KVM doesn't care if the kernel clears CPUID feature flags. In fact, KVM depends
on it in many cases. What KVM cares about is that the bit number matches CPUID
(hardware defined bit) for features that are exposed to guests.
> > So I think the most straightforward solution would be to do the change
> > below, and pass through LA57 flag if 5-level paging is enabled in the
> > host kernel. This is similar to as if the firmware turned off LA57, and
> > it doesn't bring in all the early-boot complications bare metal has.

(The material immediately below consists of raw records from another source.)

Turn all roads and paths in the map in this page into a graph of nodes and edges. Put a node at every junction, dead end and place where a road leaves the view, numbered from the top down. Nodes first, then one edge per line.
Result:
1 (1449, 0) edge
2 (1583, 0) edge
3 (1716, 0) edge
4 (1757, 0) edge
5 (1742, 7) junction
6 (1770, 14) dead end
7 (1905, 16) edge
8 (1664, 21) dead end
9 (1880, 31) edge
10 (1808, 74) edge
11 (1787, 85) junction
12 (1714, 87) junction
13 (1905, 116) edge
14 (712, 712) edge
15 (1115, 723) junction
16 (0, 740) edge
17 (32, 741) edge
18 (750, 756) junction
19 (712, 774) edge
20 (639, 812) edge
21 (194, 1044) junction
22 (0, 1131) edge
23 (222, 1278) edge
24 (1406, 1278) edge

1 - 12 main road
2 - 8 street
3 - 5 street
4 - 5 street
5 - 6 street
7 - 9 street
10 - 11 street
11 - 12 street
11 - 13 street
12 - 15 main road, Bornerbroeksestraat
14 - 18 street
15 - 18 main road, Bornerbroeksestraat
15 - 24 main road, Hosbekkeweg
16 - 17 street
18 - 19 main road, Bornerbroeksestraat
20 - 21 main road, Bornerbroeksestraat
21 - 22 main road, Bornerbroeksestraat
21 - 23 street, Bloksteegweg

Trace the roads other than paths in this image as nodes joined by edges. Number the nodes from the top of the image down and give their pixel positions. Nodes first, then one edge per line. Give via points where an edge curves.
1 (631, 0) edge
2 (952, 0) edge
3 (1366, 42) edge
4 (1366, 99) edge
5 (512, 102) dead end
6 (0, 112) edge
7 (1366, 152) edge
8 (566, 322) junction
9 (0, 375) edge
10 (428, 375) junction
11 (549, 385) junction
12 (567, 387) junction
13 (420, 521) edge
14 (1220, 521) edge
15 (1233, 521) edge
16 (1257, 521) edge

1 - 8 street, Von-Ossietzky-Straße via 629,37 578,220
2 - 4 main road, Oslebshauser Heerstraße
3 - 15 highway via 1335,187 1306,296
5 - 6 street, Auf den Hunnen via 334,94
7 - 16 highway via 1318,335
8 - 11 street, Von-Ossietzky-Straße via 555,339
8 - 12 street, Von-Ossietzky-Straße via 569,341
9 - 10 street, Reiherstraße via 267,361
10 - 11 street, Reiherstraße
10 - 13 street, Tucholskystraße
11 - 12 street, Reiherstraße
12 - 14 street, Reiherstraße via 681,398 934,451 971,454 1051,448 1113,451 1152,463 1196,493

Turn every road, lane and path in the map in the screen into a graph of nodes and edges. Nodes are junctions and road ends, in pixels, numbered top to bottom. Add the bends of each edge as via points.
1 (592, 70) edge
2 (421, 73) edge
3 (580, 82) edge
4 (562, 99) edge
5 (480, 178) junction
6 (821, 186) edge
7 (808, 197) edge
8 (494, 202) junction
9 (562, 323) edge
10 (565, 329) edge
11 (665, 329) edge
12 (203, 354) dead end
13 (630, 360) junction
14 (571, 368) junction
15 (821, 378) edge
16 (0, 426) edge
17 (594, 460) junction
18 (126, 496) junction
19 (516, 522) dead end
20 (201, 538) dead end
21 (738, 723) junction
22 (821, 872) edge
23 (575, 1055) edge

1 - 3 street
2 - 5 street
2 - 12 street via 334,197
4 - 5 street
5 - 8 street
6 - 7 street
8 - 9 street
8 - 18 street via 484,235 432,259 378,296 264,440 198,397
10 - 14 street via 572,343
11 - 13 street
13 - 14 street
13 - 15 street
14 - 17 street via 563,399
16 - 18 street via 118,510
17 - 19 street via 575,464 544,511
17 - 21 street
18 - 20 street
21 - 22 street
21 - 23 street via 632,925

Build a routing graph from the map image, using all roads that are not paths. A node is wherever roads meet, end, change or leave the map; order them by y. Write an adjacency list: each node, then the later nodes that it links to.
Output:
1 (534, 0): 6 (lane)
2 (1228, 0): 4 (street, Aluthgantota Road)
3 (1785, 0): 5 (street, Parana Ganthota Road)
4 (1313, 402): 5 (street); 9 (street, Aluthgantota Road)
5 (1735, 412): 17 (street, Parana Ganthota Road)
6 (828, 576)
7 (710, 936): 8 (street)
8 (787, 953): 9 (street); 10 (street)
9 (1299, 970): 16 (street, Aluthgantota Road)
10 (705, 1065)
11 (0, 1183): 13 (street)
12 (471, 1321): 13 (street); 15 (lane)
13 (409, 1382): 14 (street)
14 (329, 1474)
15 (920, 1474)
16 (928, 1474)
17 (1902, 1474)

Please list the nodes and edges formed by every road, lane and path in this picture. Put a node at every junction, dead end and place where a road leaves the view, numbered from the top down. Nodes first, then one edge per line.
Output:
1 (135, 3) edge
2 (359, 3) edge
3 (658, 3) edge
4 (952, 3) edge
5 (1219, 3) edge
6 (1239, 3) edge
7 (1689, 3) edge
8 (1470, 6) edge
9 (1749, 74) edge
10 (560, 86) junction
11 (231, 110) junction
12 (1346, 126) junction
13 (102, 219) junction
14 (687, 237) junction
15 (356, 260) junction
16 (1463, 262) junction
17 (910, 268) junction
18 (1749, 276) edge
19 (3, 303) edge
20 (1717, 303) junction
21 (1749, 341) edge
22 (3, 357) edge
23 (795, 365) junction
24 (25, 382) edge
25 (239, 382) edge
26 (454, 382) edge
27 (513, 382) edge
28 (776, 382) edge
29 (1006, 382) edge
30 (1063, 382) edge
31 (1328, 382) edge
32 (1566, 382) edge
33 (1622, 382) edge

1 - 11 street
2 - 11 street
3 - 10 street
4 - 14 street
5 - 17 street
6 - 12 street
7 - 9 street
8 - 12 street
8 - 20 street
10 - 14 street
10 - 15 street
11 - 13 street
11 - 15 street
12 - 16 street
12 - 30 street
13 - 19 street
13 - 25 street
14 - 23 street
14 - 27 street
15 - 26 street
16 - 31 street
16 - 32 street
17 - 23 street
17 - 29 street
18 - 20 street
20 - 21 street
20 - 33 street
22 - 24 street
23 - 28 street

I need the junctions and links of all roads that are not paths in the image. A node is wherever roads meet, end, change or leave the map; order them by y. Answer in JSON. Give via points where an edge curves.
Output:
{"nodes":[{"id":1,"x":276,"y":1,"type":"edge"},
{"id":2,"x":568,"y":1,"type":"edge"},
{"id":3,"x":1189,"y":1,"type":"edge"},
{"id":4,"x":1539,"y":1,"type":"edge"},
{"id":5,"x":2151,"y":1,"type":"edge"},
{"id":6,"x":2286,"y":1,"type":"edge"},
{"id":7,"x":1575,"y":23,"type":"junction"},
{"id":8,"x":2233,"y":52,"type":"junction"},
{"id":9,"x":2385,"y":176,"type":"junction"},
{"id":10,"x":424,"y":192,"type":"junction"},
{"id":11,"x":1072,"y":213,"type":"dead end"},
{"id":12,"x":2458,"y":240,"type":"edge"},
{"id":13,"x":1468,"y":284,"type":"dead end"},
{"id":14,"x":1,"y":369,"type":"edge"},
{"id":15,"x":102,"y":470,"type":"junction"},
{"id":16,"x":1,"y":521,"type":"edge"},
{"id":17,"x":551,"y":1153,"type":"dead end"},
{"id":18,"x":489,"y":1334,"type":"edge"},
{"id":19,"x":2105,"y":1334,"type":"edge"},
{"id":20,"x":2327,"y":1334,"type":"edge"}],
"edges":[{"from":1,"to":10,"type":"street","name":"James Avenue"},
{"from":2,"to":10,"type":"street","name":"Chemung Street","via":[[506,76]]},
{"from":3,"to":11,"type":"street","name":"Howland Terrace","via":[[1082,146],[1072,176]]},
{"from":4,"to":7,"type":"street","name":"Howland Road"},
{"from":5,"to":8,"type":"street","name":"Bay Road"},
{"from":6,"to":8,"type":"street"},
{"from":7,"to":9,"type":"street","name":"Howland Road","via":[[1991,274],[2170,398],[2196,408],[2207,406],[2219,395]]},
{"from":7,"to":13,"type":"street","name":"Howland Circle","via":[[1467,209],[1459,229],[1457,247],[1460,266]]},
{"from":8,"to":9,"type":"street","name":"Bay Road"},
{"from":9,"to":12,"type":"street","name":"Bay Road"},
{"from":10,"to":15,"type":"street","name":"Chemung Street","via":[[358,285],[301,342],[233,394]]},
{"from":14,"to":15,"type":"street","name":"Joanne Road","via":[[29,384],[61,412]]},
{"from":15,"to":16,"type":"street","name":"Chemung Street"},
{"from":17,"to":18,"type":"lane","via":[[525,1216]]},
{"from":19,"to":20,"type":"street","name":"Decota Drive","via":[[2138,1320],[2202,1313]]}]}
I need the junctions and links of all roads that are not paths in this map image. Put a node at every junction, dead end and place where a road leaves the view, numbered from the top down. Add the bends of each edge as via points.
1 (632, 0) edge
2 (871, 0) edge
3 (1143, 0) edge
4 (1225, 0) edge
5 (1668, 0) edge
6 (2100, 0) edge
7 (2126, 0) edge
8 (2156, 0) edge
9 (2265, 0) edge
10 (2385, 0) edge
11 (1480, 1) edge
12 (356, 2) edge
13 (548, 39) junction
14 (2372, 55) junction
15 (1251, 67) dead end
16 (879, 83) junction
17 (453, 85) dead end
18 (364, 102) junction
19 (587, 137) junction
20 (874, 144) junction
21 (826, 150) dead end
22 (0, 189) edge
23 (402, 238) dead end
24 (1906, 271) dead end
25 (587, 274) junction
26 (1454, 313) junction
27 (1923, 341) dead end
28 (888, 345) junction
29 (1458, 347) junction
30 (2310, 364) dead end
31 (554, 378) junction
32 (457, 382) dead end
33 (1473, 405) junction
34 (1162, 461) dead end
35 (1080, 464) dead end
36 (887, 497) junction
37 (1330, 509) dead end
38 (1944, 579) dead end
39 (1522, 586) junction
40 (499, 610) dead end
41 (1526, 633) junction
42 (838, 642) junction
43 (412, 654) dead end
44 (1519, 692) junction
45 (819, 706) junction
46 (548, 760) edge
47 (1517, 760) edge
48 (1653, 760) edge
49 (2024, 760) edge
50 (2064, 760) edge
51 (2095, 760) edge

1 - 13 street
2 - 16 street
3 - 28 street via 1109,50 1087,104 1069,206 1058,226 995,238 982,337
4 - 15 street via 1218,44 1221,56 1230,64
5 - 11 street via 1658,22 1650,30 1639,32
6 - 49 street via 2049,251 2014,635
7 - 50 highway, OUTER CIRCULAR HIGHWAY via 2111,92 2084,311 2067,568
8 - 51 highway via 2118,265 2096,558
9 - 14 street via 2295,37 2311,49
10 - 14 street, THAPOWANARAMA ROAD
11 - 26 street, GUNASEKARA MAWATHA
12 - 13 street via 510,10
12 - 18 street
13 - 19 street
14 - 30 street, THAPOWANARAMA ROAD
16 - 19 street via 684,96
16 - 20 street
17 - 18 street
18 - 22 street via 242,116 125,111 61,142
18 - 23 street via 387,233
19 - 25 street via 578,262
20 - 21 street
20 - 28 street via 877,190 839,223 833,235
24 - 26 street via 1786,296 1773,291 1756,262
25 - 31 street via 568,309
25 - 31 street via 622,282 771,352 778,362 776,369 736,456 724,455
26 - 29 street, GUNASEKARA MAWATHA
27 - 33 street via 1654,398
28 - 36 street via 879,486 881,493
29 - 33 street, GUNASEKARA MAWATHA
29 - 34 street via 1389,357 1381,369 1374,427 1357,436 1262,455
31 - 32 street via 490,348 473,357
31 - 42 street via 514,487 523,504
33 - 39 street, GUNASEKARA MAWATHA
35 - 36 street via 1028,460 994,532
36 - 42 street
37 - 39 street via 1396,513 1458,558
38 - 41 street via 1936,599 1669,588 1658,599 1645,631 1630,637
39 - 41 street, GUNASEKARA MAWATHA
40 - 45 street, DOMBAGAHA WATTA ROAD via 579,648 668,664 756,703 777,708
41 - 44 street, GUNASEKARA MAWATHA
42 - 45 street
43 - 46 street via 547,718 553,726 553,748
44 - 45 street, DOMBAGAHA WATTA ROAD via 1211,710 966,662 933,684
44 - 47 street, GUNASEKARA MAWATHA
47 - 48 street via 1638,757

It
> > should also match the previous behavior I think.
> >
> > Thoughts?
> >
> > Thanks,
> >
> > Ingo
> >
> > =================>
> >
> > arch/x86/kvm/cpuid.c | 6 ++++++
> > arch/x86/kvm/x86.h | 4 ++--
> > 2 files changed, 8 insertions(+), 2 deletions(-)
> >
> > diff --git a/arch/x86/kvm/cpuid.c b/arch/x86/kvm/cpuid.c
> > index 571c906ffcbf..d951d71aea3b 100644
> > --- a/arch/x86/kvm/cpuid.c
> > +++ b/arch/x86/kvm/cpuid.c
> > @@ -1221,6 +1221,12 @@ void kvm_set_cpu_caps(void)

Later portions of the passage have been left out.